_RECORDS FOR THIS EXERCISE_

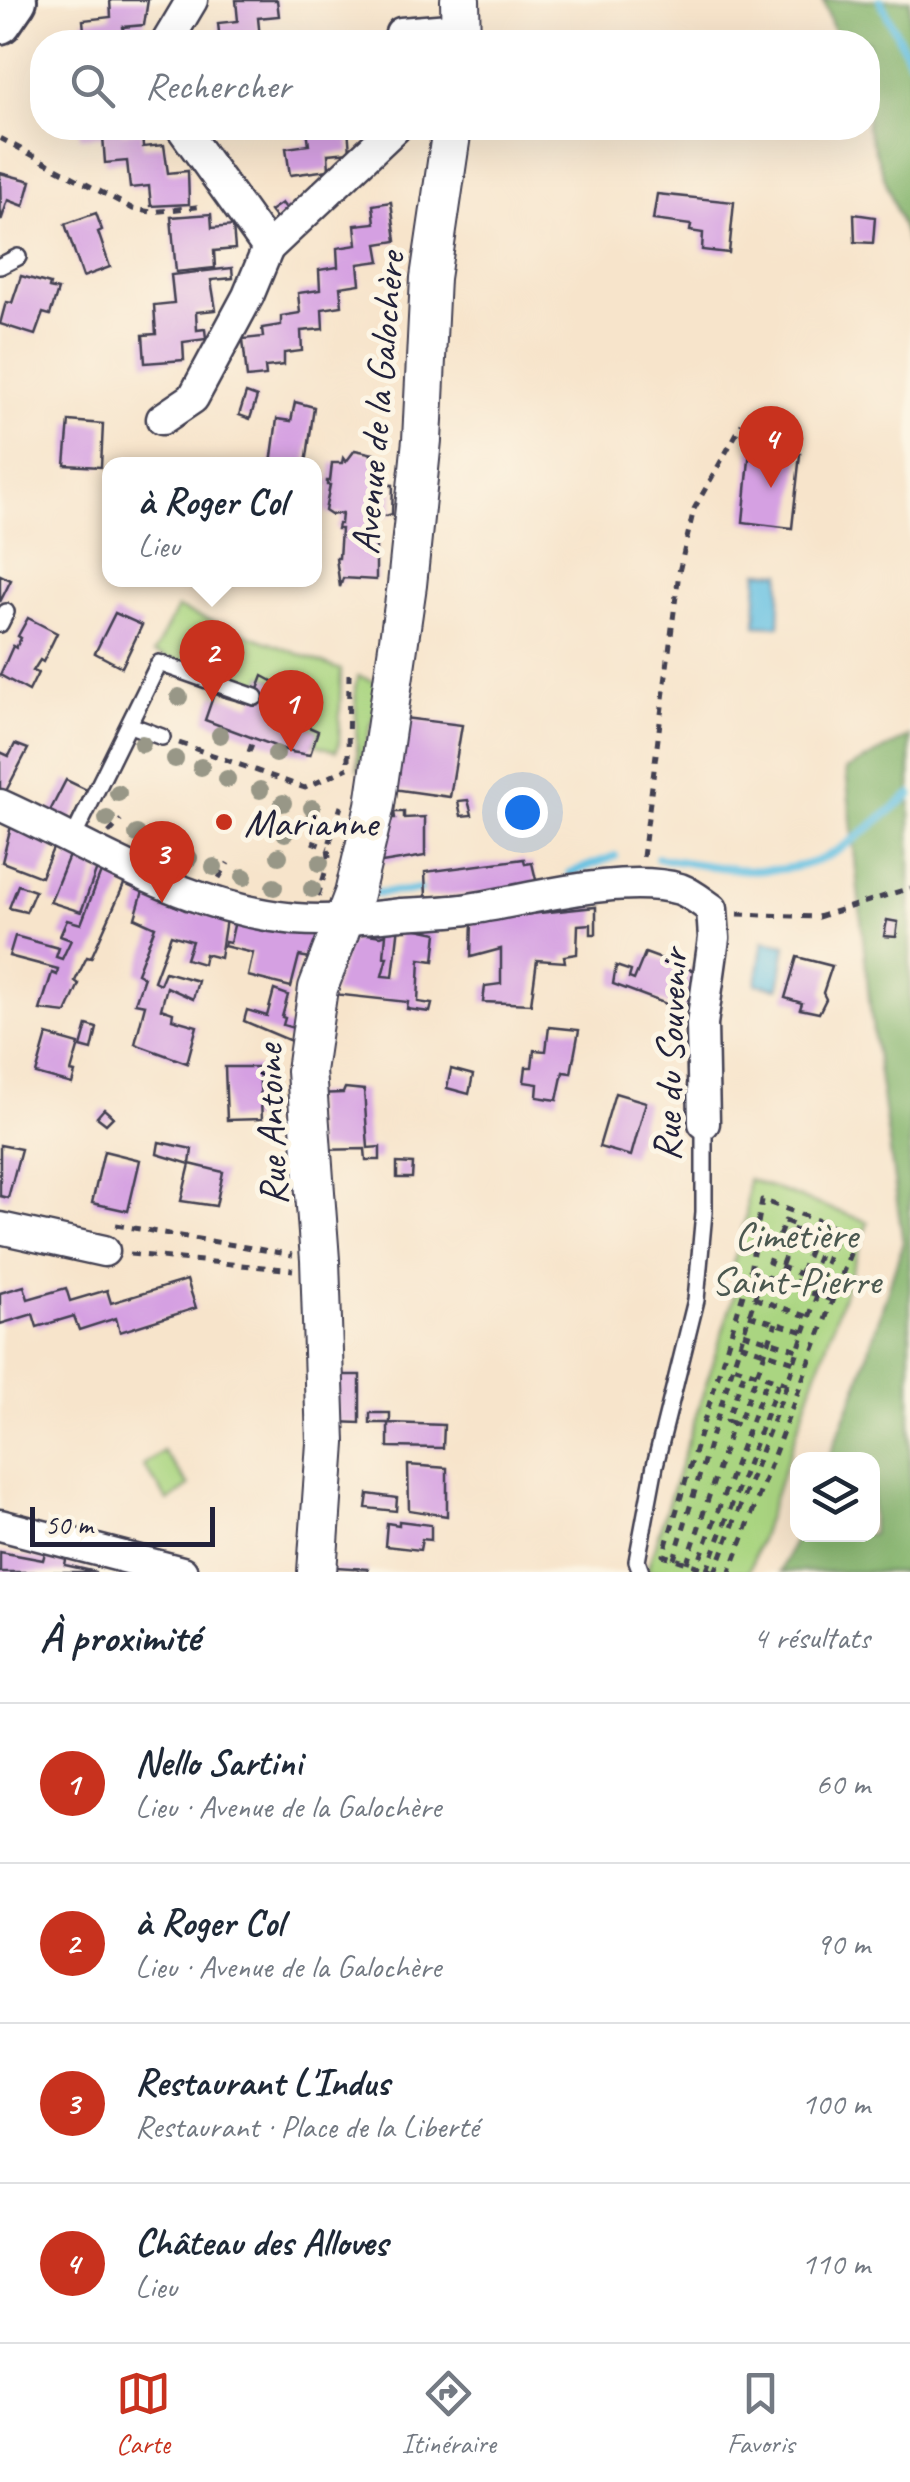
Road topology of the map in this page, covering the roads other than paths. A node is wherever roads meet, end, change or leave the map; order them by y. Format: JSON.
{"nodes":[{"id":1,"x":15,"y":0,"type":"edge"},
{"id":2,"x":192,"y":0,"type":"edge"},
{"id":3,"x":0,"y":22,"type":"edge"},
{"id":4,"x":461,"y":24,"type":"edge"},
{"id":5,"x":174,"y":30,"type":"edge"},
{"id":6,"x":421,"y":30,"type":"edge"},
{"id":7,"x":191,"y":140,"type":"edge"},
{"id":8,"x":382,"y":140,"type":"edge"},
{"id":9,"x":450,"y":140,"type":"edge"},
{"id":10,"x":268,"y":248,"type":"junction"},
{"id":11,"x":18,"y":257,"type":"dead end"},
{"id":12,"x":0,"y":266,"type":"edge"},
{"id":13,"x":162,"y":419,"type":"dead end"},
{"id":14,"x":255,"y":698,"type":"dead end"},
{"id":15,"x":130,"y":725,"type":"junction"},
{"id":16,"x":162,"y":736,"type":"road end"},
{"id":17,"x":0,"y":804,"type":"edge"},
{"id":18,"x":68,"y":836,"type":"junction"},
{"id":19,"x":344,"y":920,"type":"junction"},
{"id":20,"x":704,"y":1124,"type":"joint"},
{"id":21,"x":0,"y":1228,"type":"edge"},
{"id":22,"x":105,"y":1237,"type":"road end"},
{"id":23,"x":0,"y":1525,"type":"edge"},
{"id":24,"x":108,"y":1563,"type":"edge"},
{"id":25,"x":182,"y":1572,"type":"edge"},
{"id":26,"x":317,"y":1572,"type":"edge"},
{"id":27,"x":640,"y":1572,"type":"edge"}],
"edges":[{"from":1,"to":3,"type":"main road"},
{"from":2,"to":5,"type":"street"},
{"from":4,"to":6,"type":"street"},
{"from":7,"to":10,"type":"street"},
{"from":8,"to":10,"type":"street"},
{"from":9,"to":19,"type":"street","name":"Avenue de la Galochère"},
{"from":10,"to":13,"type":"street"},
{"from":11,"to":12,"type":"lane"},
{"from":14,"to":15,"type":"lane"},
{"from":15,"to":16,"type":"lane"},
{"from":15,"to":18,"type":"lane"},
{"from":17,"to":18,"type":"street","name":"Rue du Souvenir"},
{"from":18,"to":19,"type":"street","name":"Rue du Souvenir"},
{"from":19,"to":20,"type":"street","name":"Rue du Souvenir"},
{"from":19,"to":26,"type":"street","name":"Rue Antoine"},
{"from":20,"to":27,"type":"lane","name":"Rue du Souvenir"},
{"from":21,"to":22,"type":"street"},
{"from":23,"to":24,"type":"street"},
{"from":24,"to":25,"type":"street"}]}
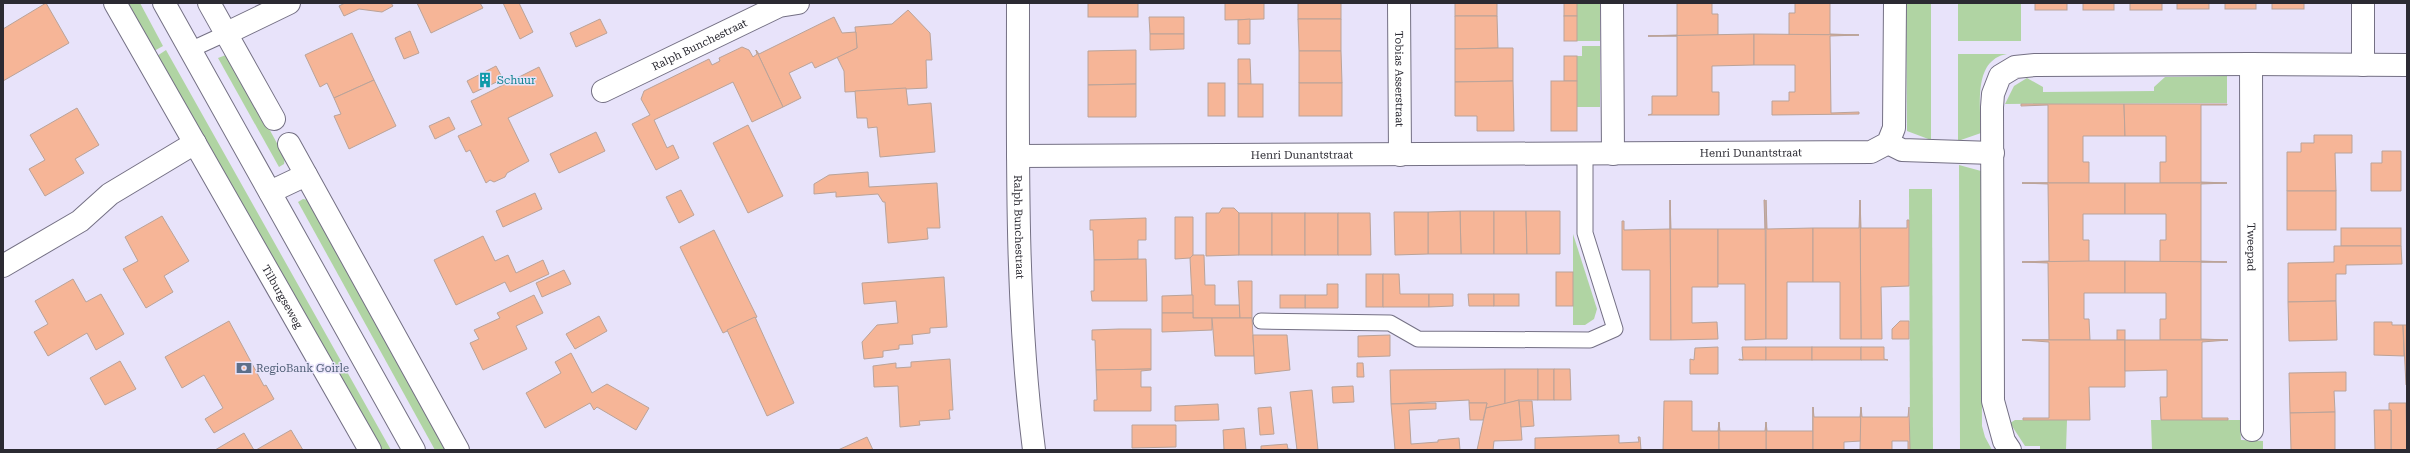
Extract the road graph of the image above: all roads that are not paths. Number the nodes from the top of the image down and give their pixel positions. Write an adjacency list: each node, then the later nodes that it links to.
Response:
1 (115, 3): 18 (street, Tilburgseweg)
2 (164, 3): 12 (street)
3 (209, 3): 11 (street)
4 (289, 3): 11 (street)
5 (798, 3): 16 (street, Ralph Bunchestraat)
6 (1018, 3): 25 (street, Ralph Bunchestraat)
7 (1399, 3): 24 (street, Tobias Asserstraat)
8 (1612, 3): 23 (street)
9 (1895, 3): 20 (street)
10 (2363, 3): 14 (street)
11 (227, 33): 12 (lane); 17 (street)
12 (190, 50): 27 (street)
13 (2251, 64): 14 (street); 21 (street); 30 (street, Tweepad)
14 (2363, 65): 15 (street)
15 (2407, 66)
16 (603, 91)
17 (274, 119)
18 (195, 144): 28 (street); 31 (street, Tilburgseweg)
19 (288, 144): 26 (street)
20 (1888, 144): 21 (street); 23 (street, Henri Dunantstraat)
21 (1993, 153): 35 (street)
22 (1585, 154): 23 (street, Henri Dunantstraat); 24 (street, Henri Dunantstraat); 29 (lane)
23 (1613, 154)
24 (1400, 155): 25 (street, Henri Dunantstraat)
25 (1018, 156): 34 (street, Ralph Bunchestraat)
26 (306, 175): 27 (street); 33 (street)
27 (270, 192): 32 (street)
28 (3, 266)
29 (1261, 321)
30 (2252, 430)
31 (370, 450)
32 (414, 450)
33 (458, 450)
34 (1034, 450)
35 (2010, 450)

_WHAT TO WORK ON_
Please retype the whole of the data precisely, omitting pictures.

_ANSWER FOR THIS EXERCISE_
Road topology of the map in this page, covering the roads other than paths. A node is wherever roads meet, end, change or leave the map; order them by y. Format: JSON.
{"nodes":[{"id":1,"x":15,"y":0,"type":"edge"},
{"id":2,"x":192,"y":0,"type":"edge"},
{"id":3,"x":0,"y":22,"type":"edge"},
{"id":4,"x":461,"y":24,"type":"edge"},
{"id":5,"x":174,"y":30,"type":"edge"},
{"id":6,"x":421,"y":30,"type":"edge"},
{"id":7,"x":191,"y":140,"type":"edge"},
{"id":8,"x":382,"y":140,"type":"edge"},
{"id":9,"x":450,"y":140,"type":"edge"},
{"id":10,"x":268,"y":248,"type":"junction"},
{"id":11,"x":18,"y":257,"type":"dead end"},
{"id":12,"x":0,"y":266,"type":"edge"},
{"id":13,"x":162,"y":419,"type":"dead end"},
{"id":14,"x":255,"y":698,"type":"dead end"},
{"id":15,"x":130,"y":725,"type":"junction"},
{"id":16,"x":162,"y":736,"type":"road end"},
{"id":17,"x":0,"y":804,"type":"edge"},
{"id":18,"x":68,"y":836,"type":"junction"},
{"id":19,"x":344,"y":920,"type":"junction"},
{"id":20,"x":704,"y":1124,"type":"joint"},
{"id":21,"x":0,"y":1228,"type":"edge"},
{"id":22,"x":105,"y":1237,"type":"road end"},
{"id":23,"x":0,"y":1525,"type":"edge"},
{"id":24,"x":108,"y":1563,"type":"edge"},
{"id":25,"x":182,"y":1572,"type":"edge"},
{"id":26,"x":317,"y":1572,"type":"edge"},
{"id":27,"x":640,"y":1572,"type":"edge"}],
"edges":[{"from":1,"to":3,"type":"main road"},
{"from":2,"to":5,"type":"street"},
{"from":4,"to":6,"type":"street"},
{"from":7,"to":10,"type":"street"},
{"from":8,"to":10,"type":"street"},
{"from":9,"to":19,"type":"street","name":"Avenue de la Galochère"},
{"from":10,"to":13,"type":"street"},
{"from":11,"to":12,"type":"lane"},
{"from":14,"to":15,"type":"lane"},
{"from":15,"to":16,"type":"lane"},
{"from":15,"to":18,"type":"lane"},
{"from":17,"to":18,"type":"street","name":"Rue du Souvenir"},
{"from":18,"to":19,"type":"street","name":"Rue du Souvenir"},
{"from":19,"to":20,"type":"street","name":"Rue du Souvenir"},
{"from":19,"to":26,"type":"street","name":"Rue Antoine"},
{"from":20,"to":27,"type":"lane","name":"Rue du Souvenir"},
{"from":21,"to":22,"type":"street"},
{"from":23,"to":24,"type":"street"},
{"from":24,"to":25,"type":"street"}]}
Extract the road graph of the image above: all roads that are not paths. Number the nodes from the top of the image down and give their pixel positions. Write an adjacency list: each node, then the later nodes that it links to.
Response:
1 (115, 3): 18 (street, Tilburgseweg)
2 (164, 3): 12 (street)
3 (209, 3): 11 (street)
4 (289, 3): 11 (street)
5 (798, 3): 16 (street, Ralph Bunchestraat)
6 (1018, 3): 25 (street, Ralph Bunchestraat)
7 (1399, 3): 24 (street, Tobias Asserstraat)
8 (1612, 3): 23 (street)
9 (1895, 3): 20 (street)
10 (2363, 3): 14 (street)
11 (227, 33): 12 (lane); 17 (street)
12 (190, 50): 27 (street)
13 (2251, 64): 14 (street); 21 (street); 30 (street, Tweepad)
14 (2363, 65): 15 (street)
15 (2407, 66)
16 (603, 91)
17 (274, 119)
18 (195, 144): 28 (street); 31 (street, Tilburgseweg)
19 (288, 144): 26 (street)
20 (1888, 144): 21 (street); 23 (street, Henri Dunantstraat)
21 (1993, 153): 35 (street)
22 (1585, 154): 23 (street, Henri Dunantstraat); 24 (street, Henri Dunantstraat); 29 (lane)
23 (1613, 154)
24 (1400, 155): 25 (street, Henri Dunantstraat)
25 (1018, 156): 34 (street, Ralph Bunchestraat)
26 (306, 175): 27 (street); 33 (street)
27 (270, 192): 32 (street)
28 (3, 266)
29 (1261, 321)
30 (2252, 430)
31 (370, 450)
32 (414, 450)
33 (458, 450)
34 (1034, 450)
35 (2010, 450)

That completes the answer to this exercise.